*The problem*. Lines containing the word "ПОЛДЕНЬ" are to be copied from the data below.

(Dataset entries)
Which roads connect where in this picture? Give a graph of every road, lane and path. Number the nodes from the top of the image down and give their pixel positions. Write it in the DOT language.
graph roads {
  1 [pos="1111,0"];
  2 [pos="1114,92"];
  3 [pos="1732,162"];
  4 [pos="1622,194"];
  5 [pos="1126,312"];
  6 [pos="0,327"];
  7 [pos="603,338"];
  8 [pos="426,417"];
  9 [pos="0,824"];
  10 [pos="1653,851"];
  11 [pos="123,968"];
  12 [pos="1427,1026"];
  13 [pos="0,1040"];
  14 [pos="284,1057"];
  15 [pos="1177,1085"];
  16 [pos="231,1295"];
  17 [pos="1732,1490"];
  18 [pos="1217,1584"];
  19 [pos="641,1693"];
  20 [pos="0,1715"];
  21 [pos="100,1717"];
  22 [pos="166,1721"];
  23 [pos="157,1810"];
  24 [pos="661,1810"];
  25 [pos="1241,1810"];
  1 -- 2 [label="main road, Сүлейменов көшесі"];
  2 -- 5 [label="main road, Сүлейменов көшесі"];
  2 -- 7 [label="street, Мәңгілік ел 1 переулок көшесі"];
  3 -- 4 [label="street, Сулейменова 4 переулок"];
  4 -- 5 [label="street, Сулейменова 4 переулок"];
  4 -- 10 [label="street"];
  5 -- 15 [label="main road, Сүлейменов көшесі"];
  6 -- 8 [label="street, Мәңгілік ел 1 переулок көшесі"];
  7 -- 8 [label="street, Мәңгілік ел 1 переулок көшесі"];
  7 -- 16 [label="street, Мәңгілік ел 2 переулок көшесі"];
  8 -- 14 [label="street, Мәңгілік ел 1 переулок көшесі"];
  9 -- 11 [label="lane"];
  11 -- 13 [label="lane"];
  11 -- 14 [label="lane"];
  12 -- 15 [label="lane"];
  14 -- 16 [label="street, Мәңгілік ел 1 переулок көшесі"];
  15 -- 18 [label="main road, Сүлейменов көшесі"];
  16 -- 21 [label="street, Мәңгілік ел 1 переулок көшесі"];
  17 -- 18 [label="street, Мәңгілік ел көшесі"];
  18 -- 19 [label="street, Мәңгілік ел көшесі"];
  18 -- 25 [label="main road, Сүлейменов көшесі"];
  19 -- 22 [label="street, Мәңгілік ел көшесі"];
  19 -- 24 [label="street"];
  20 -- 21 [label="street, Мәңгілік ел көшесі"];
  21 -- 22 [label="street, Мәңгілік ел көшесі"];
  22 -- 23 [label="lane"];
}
* * *
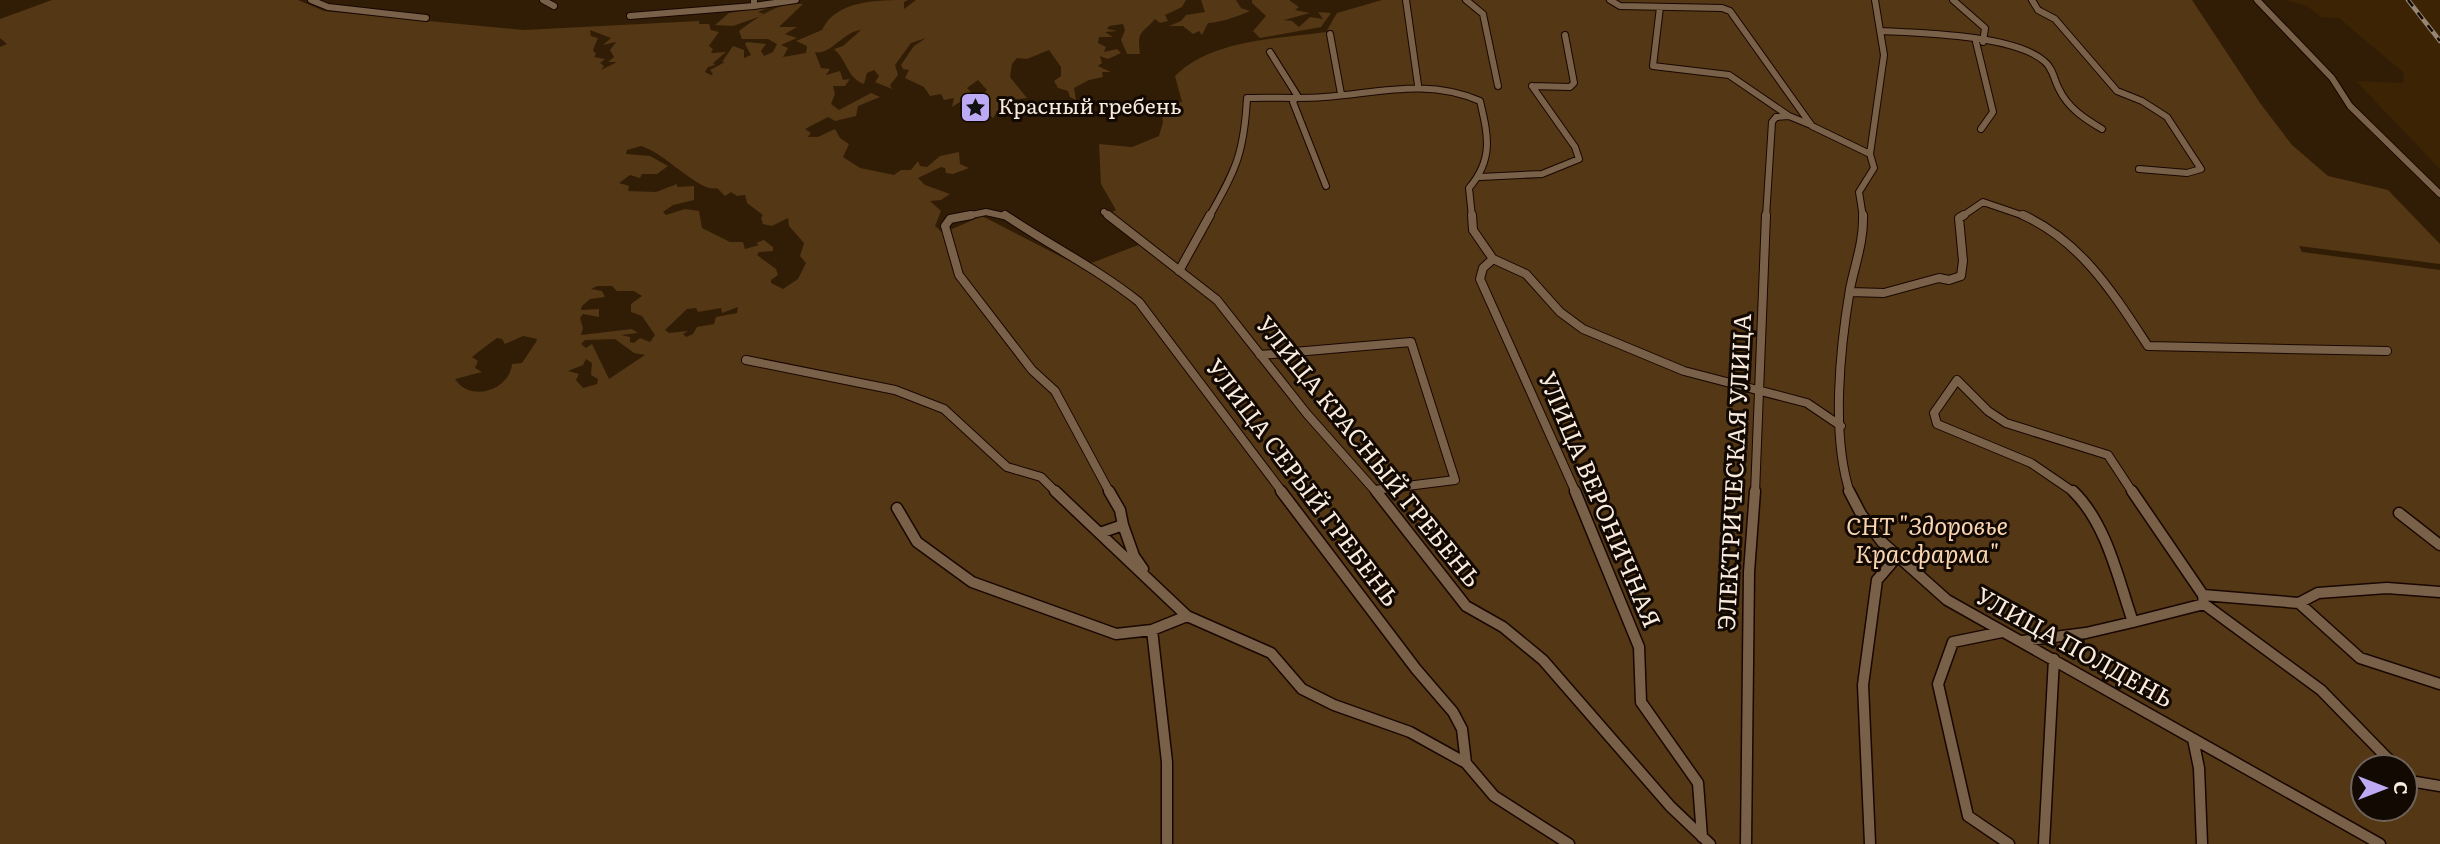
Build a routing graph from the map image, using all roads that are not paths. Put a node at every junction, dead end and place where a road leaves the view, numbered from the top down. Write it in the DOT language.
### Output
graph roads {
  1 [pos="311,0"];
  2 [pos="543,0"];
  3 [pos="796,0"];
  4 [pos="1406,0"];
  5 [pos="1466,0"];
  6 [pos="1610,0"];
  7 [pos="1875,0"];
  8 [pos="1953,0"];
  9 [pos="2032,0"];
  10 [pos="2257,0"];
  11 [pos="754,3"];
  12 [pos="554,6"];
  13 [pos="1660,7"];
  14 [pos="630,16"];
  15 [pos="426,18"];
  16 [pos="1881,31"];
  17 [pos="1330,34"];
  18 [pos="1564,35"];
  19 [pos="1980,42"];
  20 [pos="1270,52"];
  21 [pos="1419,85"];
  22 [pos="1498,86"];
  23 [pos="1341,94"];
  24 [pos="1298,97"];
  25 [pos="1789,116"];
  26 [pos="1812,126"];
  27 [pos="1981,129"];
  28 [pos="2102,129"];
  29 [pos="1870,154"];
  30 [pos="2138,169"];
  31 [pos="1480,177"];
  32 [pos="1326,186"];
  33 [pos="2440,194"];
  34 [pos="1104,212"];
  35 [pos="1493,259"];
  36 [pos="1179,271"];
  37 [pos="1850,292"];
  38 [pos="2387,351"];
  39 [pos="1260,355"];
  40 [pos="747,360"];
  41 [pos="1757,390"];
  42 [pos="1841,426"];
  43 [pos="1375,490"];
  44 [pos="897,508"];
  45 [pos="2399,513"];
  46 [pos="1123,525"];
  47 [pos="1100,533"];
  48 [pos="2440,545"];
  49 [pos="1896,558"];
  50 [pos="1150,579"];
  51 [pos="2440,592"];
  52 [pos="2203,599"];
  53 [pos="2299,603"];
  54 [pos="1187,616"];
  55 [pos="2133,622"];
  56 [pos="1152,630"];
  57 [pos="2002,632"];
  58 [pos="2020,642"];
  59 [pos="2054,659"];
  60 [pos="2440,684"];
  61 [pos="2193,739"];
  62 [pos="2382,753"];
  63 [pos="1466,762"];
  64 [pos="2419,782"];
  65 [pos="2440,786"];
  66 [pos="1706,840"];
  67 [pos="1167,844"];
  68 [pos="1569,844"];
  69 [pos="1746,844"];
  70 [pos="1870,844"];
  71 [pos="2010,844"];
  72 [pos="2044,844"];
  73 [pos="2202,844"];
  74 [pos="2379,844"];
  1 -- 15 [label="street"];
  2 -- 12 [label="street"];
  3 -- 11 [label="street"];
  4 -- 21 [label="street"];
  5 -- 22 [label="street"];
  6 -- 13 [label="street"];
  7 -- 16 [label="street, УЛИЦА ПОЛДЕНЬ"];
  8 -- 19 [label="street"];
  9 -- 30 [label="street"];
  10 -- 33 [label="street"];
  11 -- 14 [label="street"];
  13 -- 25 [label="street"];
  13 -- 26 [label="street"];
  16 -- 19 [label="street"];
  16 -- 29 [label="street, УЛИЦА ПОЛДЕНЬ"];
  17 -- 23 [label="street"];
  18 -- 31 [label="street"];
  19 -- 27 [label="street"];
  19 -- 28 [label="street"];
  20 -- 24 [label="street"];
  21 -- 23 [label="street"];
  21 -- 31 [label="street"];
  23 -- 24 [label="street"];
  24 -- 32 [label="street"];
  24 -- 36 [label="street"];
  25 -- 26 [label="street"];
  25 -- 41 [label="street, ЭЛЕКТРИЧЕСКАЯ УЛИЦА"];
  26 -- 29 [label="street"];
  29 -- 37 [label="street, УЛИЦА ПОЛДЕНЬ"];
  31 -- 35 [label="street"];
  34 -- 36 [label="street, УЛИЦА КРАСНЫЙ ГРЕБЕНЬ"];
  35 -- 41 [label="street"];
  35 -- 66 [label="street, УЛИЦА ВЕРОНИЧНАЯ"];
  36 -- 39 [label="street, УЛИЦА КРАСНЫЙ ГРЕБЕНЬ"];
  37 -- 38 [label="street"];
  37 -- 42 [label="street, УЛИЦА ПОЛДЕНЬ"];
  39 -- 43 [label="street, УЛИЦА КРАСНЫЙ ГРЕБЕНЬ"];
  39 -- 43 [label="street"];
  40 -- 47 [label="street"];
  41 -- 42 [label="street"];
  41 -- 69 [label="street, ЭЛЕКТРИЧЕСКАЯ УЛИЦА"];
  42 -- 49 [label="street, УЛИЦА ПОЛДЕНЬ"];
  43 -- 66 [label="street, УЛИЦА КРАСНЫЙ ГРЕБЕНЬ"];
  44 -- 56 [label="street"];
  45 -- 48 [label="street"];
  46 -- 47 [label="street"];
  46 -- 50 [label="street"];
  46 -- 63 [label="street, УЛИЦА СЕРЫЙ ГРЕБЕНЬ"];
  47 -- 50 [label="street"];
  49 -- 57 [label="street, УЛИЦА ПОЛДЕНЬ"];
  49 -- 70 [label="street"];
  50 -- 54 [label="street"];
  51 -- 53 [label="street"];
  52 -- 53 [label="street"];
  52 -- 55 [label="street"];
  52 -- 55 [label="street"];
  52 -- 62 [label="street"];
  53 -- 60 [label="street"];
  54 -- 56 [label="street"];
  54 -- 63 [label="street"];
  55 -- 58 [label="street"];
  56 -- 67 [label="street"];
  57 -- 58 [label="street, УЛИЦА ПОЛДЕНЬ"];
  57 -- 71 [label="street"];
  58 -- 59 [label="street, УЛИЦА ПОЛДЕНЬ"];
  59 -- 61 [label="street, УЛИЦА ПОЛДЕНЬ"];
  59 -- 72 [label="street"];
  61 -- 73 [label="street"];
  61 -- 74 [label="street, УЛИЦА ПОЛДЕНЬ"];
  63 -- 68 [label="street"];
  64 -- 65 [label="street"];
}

*Exercise solution*.
  7 -- 16 [label="street, УЛИЦА ПОЛДЕНЬ"];
  16 -- 29 [label="street, УЛИЦА ПОЛДЕНЬ"];
  29 -- 37 [label="street, УЛИЦА ПОЛДЕНЬ"];
  37 -- 42 [label="street, УЛИЦА ПОЛДЕНЬ"];
  42 -- 49 [label="street, УЛИЦА ПОЛДЕНЬ"];
  49 -- 57 [label="street, УЛИЦА ПОЛДЕНЬ"];
  57 -- 58 [label="street, УЛИЦА ПОЛДЕНЬ"];
  58 -- 59 [label="street, УЛИЦА ПОЛДЕНЬ"];
  59 -- 61 [label="street, УЛИЦА ПОЛДЕНЬ"];
  61 -- 74 [label="street, УЛИЦА ПОЛДЕНЬ"];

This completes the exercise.